Ci vuole rispetto e non pietismo per le persone disabili. A dirlo è papa Francesco nell’incontro che ha riservato sabato scorso ai soci del Movimento apostolico ciechi, nella sala Clementina, in occasione dei 90 anni della associazione. «La migliore risposta da offrire alla nostra società che, a volte, tende ad emarginare le persone con disabilità, è l’“arma” dell’amore, non quello falso, sdolcinato e pietistico, ma quell’amore vero, concreto e rispettoso. Nella misura in cui si è accolti e amati, inclusi nella comunità e accompagnati a guardare al futuro con fiducia, si sviluppa il vero percorso della vita e si fa esperienza della felicità duratura».
Sono tante le analogie che si riscontrano tra il Movimento apostolico ciechi e l’Opera fondata dal beato Luigi Novarese. «In maniera profetica la vostra fondatrice ha pensato di mettere insieme i ciechi del suo tempo – ha proseguito Bergoglio -, in modo che potessero incontrarsi e sostenersi a vicenda. La presenza dei vedenti, fin dai primi anni, gradualmente ha rafforzato il movimento, affinché non si ripiegasse su sé stesso e sulle problematiche legate alla mancanza della vista. Maria Motta voleva formare persone autonome e capaci di testimoniare la fede anche attraverso la propria disabilità. Oggi tutto questo è evidente. Voi siete fortemente uniti, ciechi e vedenti, accomunati da un unico cammino di condivisione e promozione della persona con disabilità, non solo perché è previsto dai vostri statuti, ma soprattutto per quella naturale amicizia cristiana che caratterizza i vostri percorsi di fede».

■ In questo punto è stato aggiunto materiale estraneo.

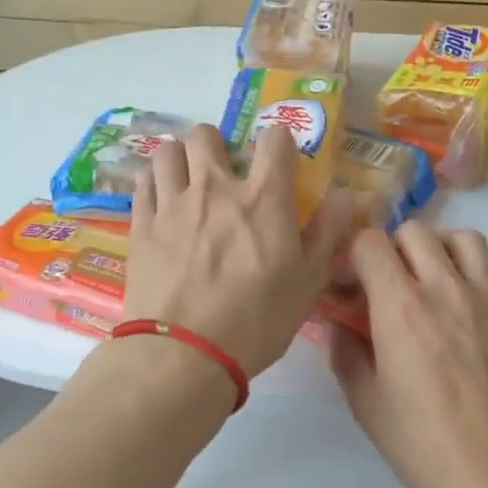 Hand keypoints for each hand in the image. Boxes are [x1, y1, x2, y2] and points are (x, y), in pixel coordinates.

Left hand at [125, 124, 353, 377]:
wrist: (184, 353)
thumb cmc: (256, 320)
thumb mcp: (308, 282)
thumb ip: (328, 231)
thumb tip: (346, 193)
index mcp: (263, 199)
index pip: (275, 139)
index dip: (280, 143)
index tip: (280, 162)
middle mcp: (215, 188)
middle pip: (207, 135)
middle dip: (218, 145)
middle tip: (225, 173)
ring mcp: (173, 204)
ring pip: (169, 151)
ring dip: (181, 159)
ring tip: (188, 181)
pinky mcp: (141, 225)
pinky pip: (143, 181)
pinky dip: (154, 181)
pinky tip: (162, 200)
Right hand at [331, 222, 487, 487]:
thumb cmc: (423, 444)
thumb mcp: (366, 404)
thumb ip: (345, 354)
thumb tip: (338, 325)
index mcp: (400, 307)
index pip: (371, 242)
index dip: (353, 256)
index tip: (349, 285)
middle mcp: (444, 288)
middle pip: (414, 231)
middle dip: (390, 249)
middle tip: (384, 285)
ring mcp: (484, 296)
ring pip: (460, 237)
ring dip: (436, 248)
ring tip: (425, 281)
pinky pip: (487, 269)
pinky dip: (466, 273)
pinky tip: (457, 309) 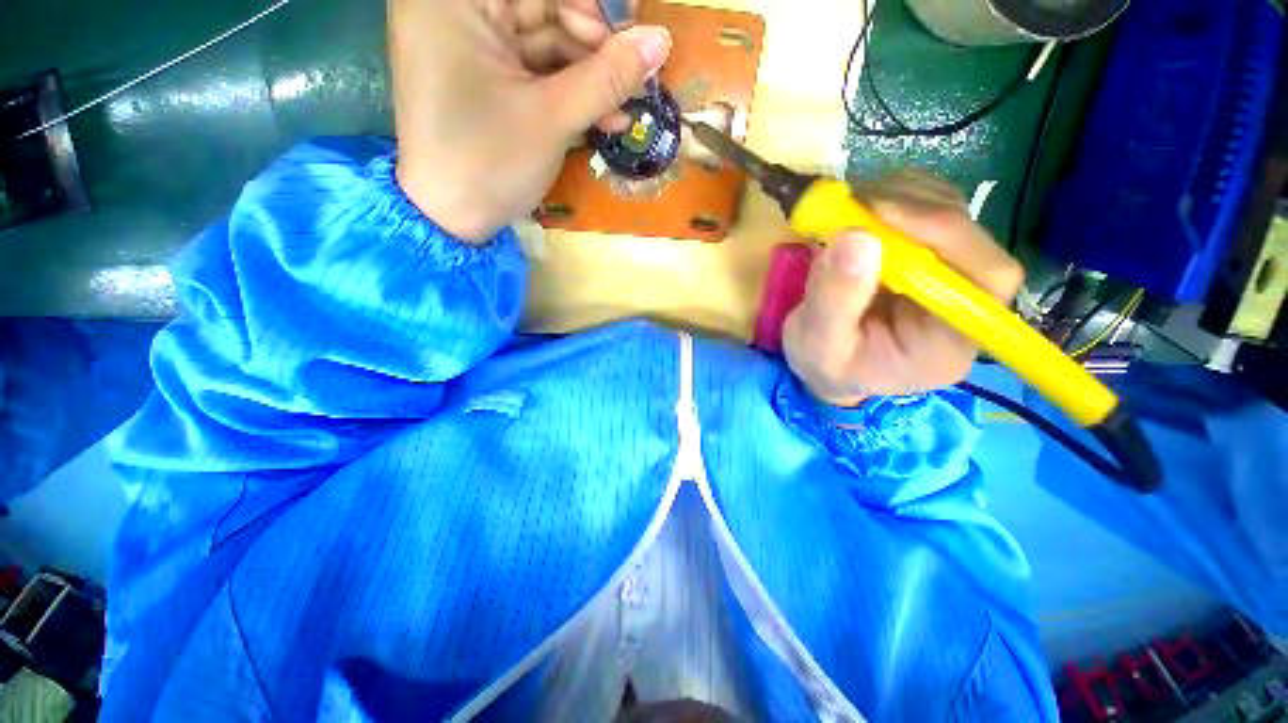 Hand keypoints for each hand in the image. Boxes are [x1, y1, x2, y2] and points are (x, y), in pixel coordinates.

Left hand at [389, 0, 670, 241]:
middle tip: (631, 85)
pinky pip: (533, 74)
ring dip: (588, 80)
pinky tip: (600, 120)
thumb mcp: (552, 118)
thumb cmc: (490, 163)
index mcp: (455, 0)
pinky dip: (566, 96)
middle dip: (593, 52)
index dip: (593, 14)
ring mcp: (467, 47)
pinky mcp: (480, 79)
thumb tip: (662, 40)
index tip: (631, 50)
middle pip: (543, 11)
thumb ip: (608, 76)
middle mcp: (456, 11)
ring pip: (544, 46)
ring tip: (621, 114)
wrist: (451, 221)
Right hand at [782, 170, 1023, 407]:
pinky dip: (894, 197)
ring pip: (953, 213)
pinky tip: (860, 211)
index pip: (987, 278)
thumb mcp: (817, 343)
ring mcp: (947, 275)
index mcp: (949, 342)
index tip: (881, 214)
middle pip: (971, 238)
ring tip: (849, 209)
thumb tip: (857, 237)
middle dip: (913, 211)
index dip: (946, 234)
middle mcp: (963, 305)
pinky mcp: (926, 256)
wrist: (821, 365)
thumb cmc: (822, 365)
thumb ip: (835, 300)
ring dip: (901, 198)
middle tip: (854, 204)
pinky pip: (928, 208) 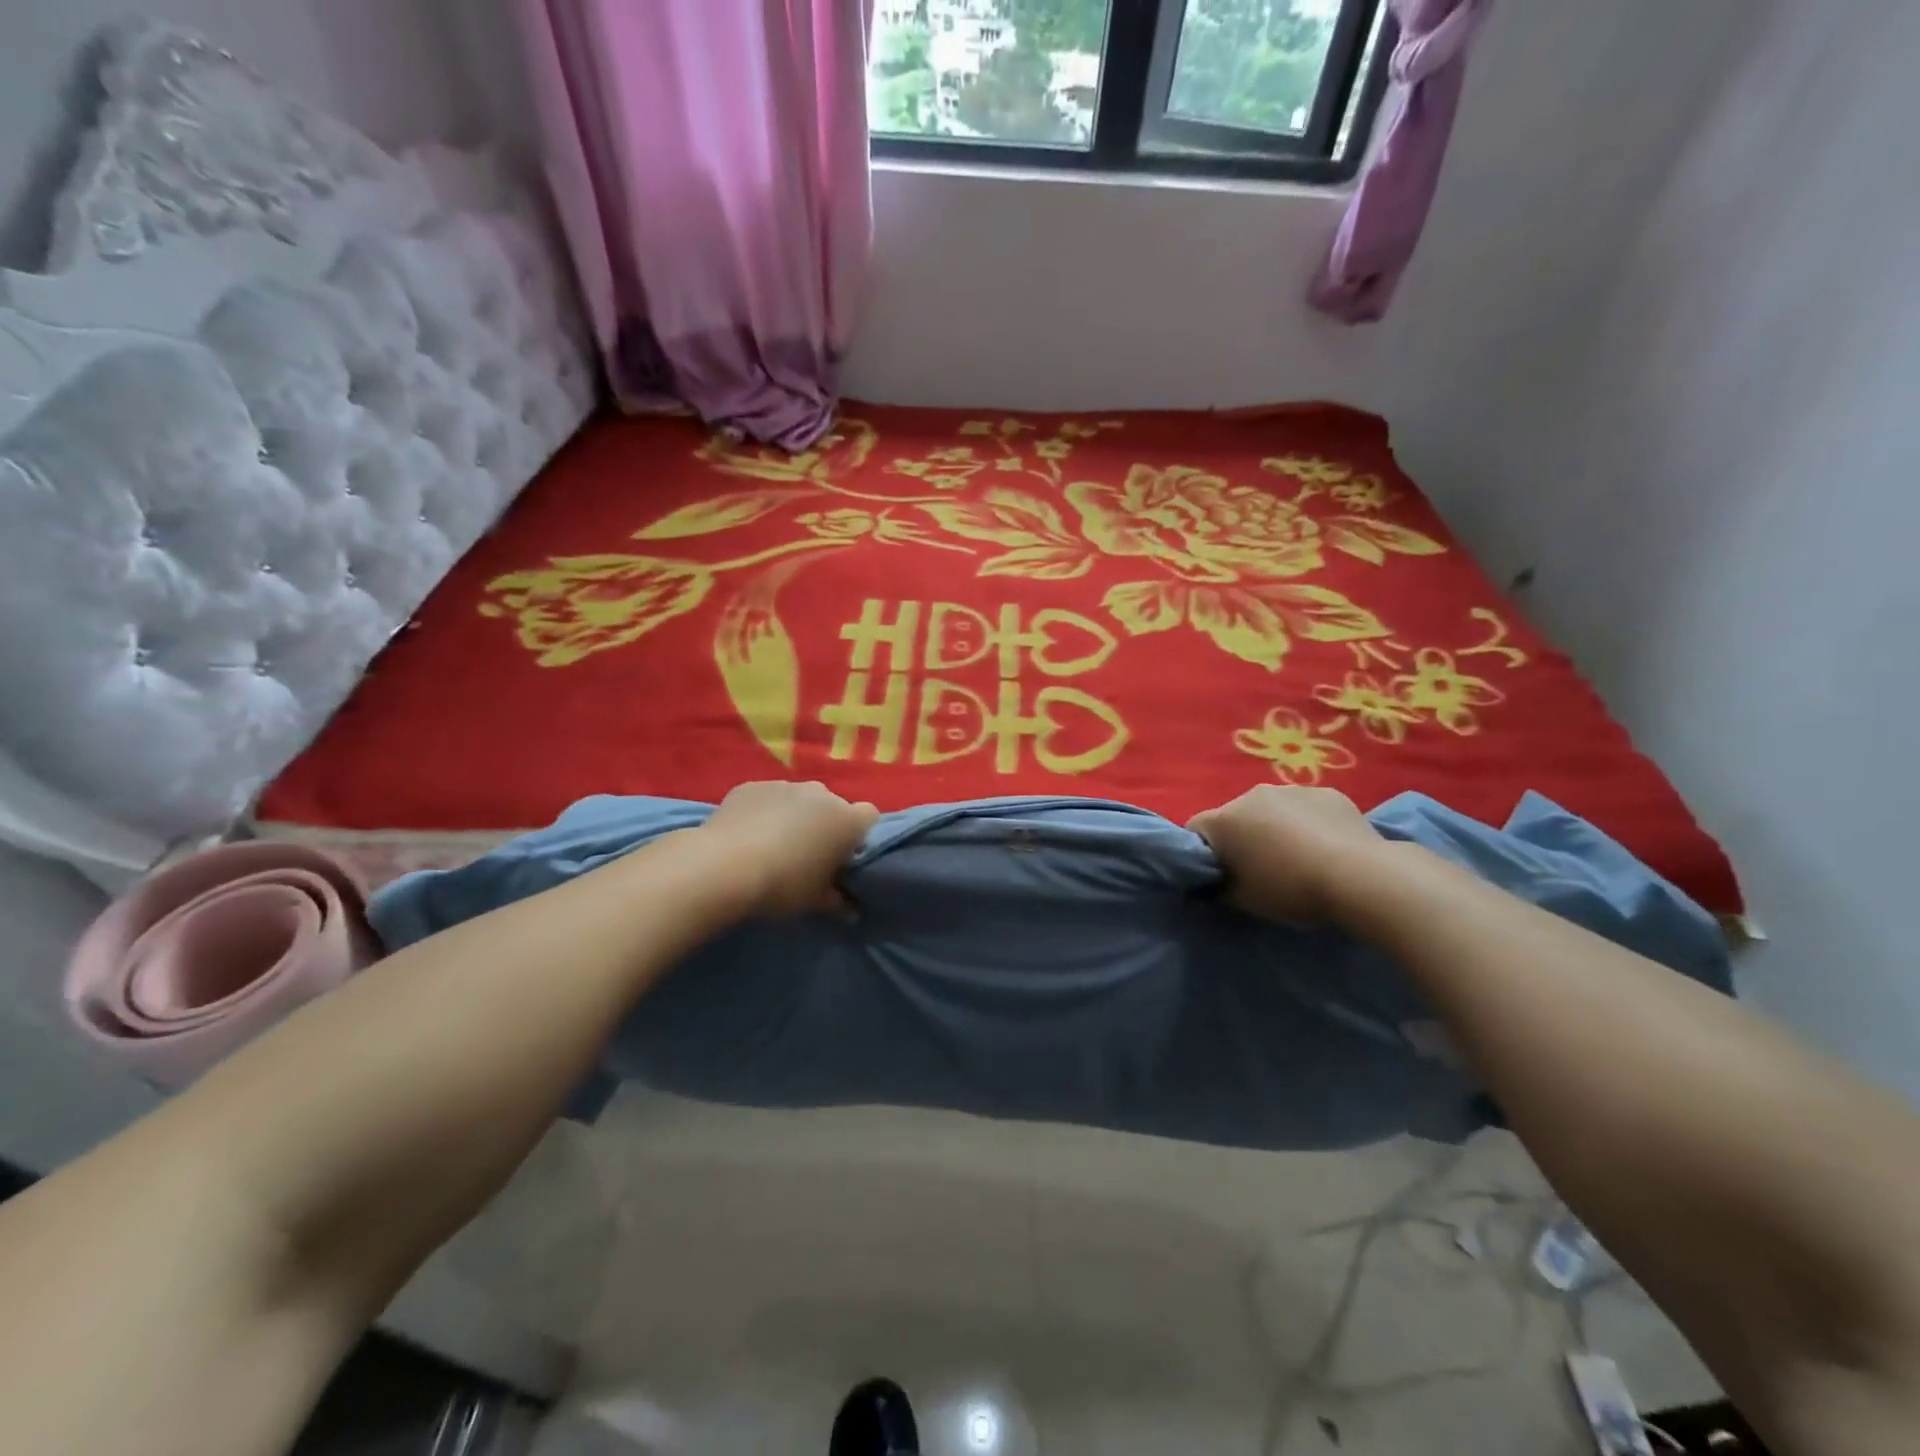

Papa Francesco ha poi proseguito il suo intervento sottolineando l’impegno dell’associazione in favore dei poveri e dei più deboli: «Anziché ripiegarvi su voi stessi e sulla stessa disabilità, avete coraggiosamente risposto all’invito di Gesù: “Avevo fame e mi avete dato da mangiare, […] ero nudo e mi avete vestito, ero ammalato e siete venuti a visitarmi” (cfr. Mt 25,35-36).
Il cammino di questi novant’anni ha permesso al Movimento Apostolico Ciechi di comprendere sempre meglio quale sia il carisma specifico ad esso affidato nella Chiesa, un carisma che si compone essenzialmente di due elementi. Il primo è la condivisione tra ciechi e vedenti, come frutto della solidarietà nella reciprocità, in prospettiva di un fecondo cammino di inclusione ecclesiale e sociale. Il secondo è la scelta dei poveri, scelta che, in svariati modi e forme, è propria di tutta la Chiesa».
Un concetto che il Santo Padre ha ripreso domenica scorsa nella Basilica di San Pietro durante la seconda Giornata Mondiale dei Poveri, ricorrenza da lui istituita al termine del Giubileo della Misericordia. «Dobbiamo porre l’attenzione al grido strozzato di bambini che non possono venire alla luce, dei piccoli che patiscono la fame, dei ragazzi abituati al fragore delle bombe anziché agli allegri schiamazzi dei giochi. Al grido di anziani scartati e lasciati soli, a chi si trova ad affrontare le tempeste della vita senza una presenza amica, o di chi deve fuggire, lasciando la casa e la terra senza la certezza di un approdo», sottolineando con forza lo stretto legame che c’è tra povertà e sofferenza. Dove c’è povertà c’è sofferenza e, molto spesso, la povertà è la conseguenza stessa della sofferenza.